TASK ITEM: Each record should reappear exactly in your answer, minus any picture.

RECORDS FOR THE EXERCISE:

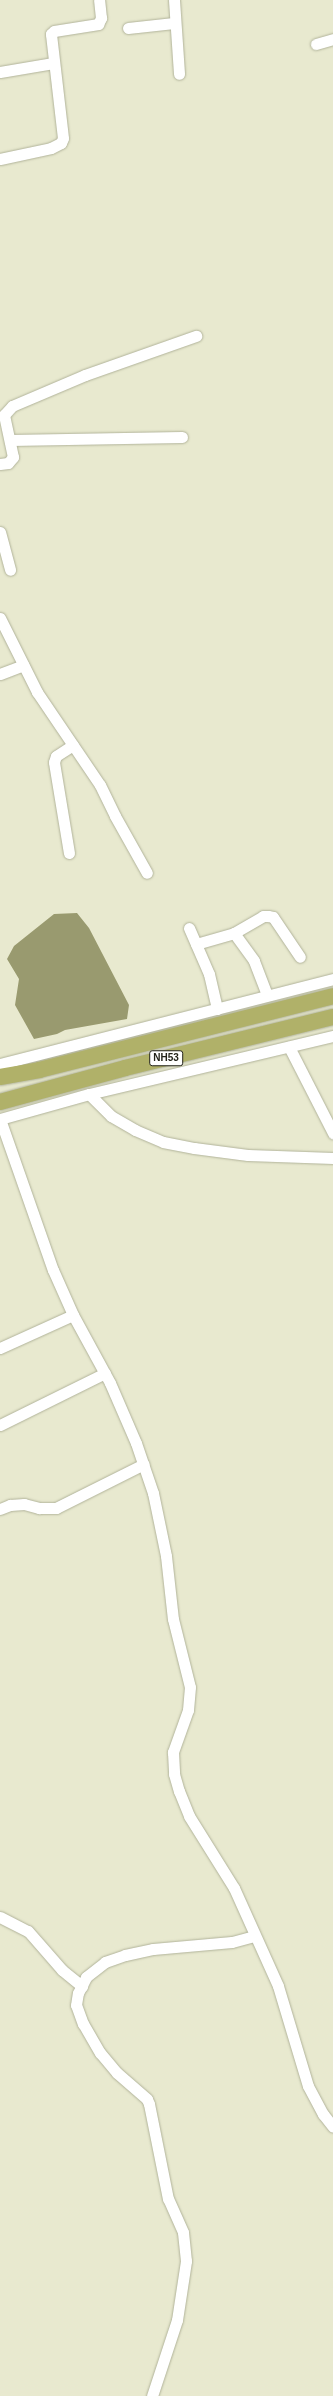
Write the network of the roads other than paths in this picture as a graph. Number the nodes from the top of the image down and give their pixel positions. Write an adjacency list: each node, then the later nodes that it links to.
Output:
1 (99, 0): 7 (street)
2 (174, 0): 3 (street)
3 (174, 23): 4 (street); 9 (street)
4 (128, 28)
5 (333, 39): 6 (street)
6 (316, 44)
7 (53, 63): 8 (street); 10 (street)
8 (0, 72)
9 (179, 74)
10 (0, 159)
11 (196, 336): 13 (street)
12 (182, 437): 13 (street)
13 (10, 440): 14 (street)
14 (0, 464)
15 (0, 532): 16 (street)
16 (10, 570)
17 (0, 618): 18 (street)
18 (23, 665): 19 (street); 20 (street)
19 (0, 674)
20 (72, 745): 21 (street); 22 (street)
21 (69, 853)
22 (147, 873)
23 (189, 928): 25 (street)
24 (234, 933): 25 (street); 26 (street); 28 (street)
25 (196, 944): 30 (street)
26 (300, 958)
27 (333, 979): 28 (street)
28 (267, 996): 30 (street)
29 (333, 996): 35 (highway, NH53)
30 (217, 1009): 34 (street)
31 (333, 1017): 39 (highway, NH53)
32 (333, 1036): 33 (street)
33 (289, 1047): 37 (street); 41 (street)
34 (0, 1064)
35 (0, 1077)
36 (0, 1091): 38 (highway)
37 (89, 1094): 40 (street); 42 (street)
38 (0, 1098)
39 (0, 1102)
40 (0, 1119): 43 (street)
41 (333, 1133)
42 (333, 1158)
43 (73, 1315): 44 (street); 45 (street)
44 (0, 1348)
45 (105, 1373): 46 (street); 47 (street)
46 (0, 1425)
47 (144, 1464): 48 (street); 50 (street)
48 (0, 1508)
49 (0, 1917): 51 (street)
50 (254, 1936): 51 (street); 52 (street)
51 (82, 1986): 53 (street)
52 (333, 2127)
53 (152, 2396)

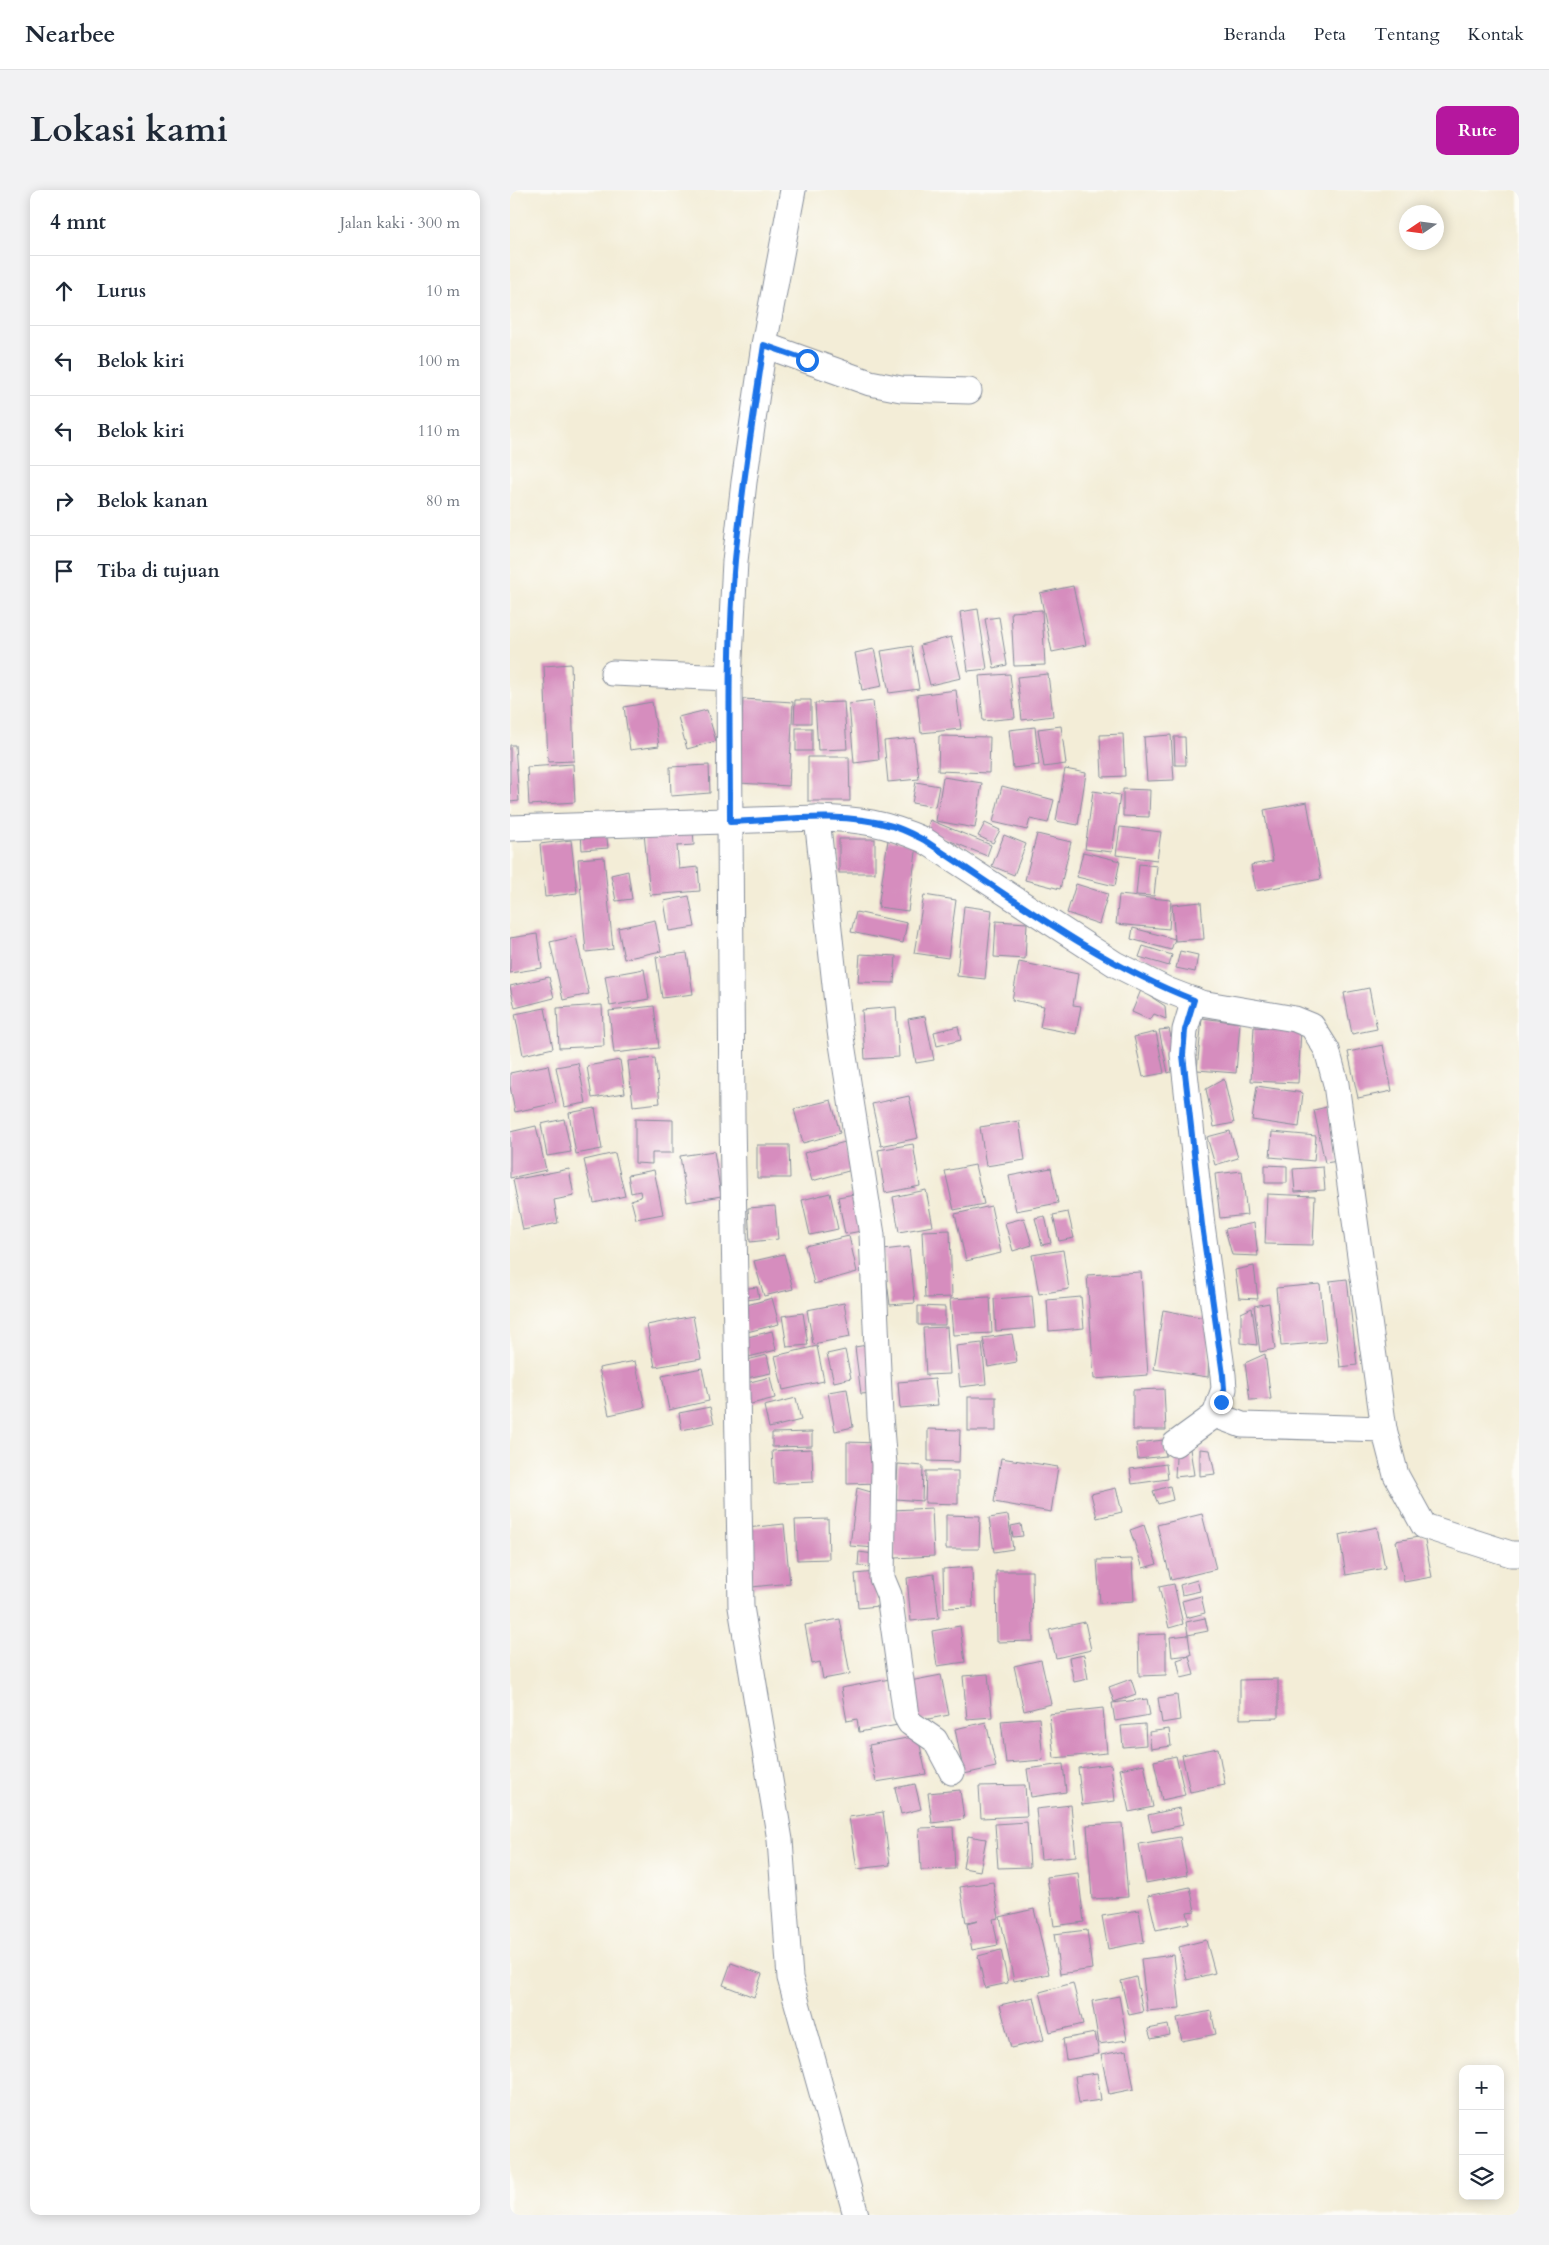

PROBLEM SOLUTION:
Write the network of the roads other than paths in this picture as a graph. Number the nodes from the top of the image down and give their pixel positions. Write an adjacency list: each node, then the later nodes that it links to.
Output:
1 (99, 0): 7 (street)
2 (174, 0): 3 (street)
3 (174, 23): 4 (street); 9 (street)
4 (128, 28)
5 (333, 39): 6 (street)
6 (316, 44)
7 (53, 63): 8 (street); 10 (street)
8 (0, 72)
9 (179, 74)
10 (0, 159)
11 (196, 336): 13 (street)
12 (182, 437): 13 (street)
13 (10, 440): 14 (street)
14 (0, 464)
15 (0, 532): 16 (street)
16 (10, 570)
17 (0, 618): 18 (street)
18 (23, 665): 19 (street); 20 (street)
19 (0, 674)
20 (72, 745): 21 (street); 22 (street)
21 (69, 853)
22 (147, 873)
23 (189, 928): 25 (street)
24 (234, 933): 25 (street); 26 (street); 28 (street)
25 (196, 944): 30 (street)
26 (300, 958)
27 (333, 979): 28 (street)
28 (267, 996): 30 (street)
29 (333, 996): 35 (highway, NH53)
30 (217, 1009): 34 (street)
31 (333, 1017): 39 (highway, NH53)
32 (333, 1036): 33 (street)
33 (289, 1047): 37 (street); 41 (street)
34 (0, 1064)
35 (0, 1077)
36 (0, 1091): 38 (highway)
37 (89, 1094): 40 (street); 42 (street)
38 (0, 1098)
39 (0, 1102)
40 (0, 1119): 43 (street)
41 (333, 1133)
42 (333, 1158)
43 (73, 1315): 44 (street); 45 (street)
44 (0, 1348)
45 (105, 1373): 46 (street); 47 (street)
46 (0, 1425)
47 (144, 1464): 48 (street); 50 (street)
48 (0, 1508)
49 (0, 1917): 51 (street)
50 (254, 1936): 51 (street); 52 (street)
51 (82, 1986): 53 (street)
52 (333, 2127)
53 (152, 2396)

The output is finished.